• WHAT THIS TASK INVOLVES:
Copy out all lines of the material below in which "name" occurs.

• DATASET RECORDS:
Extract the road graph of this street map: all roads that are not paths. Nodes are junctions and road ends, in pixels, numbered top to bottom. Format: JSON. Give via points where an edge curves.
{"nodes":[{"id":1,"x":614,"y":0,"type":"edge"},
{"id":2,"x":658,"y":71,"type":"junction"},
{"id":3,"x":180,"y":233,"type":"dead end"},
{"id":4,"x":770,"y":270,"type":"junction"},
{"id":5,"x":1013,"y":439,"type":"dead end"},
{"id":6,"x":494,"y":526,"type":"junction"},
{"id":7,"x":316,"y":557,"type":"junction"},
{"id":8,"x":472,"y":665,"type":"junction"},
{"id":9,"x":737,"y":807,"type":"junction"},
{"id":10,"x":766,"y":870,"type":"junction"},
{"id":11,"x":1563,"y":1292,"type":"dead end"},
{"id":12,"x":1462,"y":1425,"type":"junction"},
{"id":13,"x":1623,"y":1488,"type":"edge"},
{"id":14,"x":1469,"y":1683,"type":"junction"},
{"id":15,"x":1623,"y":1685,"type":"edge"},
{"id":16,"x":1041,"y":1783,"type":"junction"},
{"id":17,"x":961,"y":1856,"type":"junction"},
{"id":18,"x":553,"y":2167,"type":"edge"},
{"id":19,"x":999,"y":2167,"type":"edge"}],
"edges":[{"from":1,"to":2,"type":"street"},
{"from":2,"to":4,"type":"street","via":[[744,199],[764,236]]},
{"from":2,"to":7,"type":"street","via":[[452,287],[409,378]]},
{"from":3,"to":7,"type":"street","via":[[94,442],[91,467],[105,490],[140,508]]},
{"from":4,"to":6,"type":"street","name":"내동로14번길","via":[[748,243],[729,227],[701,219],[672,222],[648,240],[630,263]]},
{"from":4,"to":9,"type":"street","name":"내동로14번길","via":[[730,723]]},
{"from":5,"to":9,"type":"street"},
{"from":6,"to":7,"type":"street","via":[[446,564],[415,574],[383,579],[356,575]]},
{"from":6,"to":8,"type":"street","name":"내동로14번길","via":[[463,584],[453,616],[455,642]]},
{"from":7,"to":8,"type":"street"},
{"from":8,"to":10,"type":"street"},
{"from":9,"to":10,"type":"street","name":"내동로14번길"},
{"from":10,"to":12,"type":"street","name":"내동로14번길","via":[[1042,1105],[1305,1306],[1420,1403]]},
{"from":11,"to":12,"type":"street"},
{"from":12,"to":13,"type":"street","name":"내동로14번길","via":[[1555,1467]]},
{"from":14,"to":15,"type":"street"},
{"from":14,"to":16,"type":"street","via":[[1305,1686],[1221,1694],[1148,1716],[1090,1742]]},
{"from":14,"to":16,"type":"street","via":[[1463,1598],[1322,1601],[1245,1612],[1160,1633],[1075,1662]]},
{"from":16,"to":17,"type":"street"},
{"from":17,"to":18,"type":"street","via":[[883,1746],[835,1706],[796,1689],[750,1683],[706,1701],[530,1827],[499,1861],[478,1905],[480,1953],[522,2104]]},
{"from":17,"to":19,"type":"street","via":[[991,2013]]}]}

• EXERCISE OUTPUT:
{"from":4,"to":6,"type":"street","name":"내동로14번길","via":[[748,243],[729,227],[701,219],[672,222],[648,240],[630,263]]},
{"from":4,"to":9,"type":"street","name":"내동로14번길","via":[[730,723]]},
{"from":6,"to":8,"type":"street","name":"내동로14번길","via":[[463,584],[453,616],[455,642]]},
{"from":9,"to":10,"type":"street","name":"내동로14번길"},
{"from":10,"to":12,"type":"street","name":"내동로14번길","via":[[1042,1105],[1305,1306],[1420,1403]]},
{"from":12,"to":13,"type":"street","name":"내동로14번길","via":[[1555,1467]]},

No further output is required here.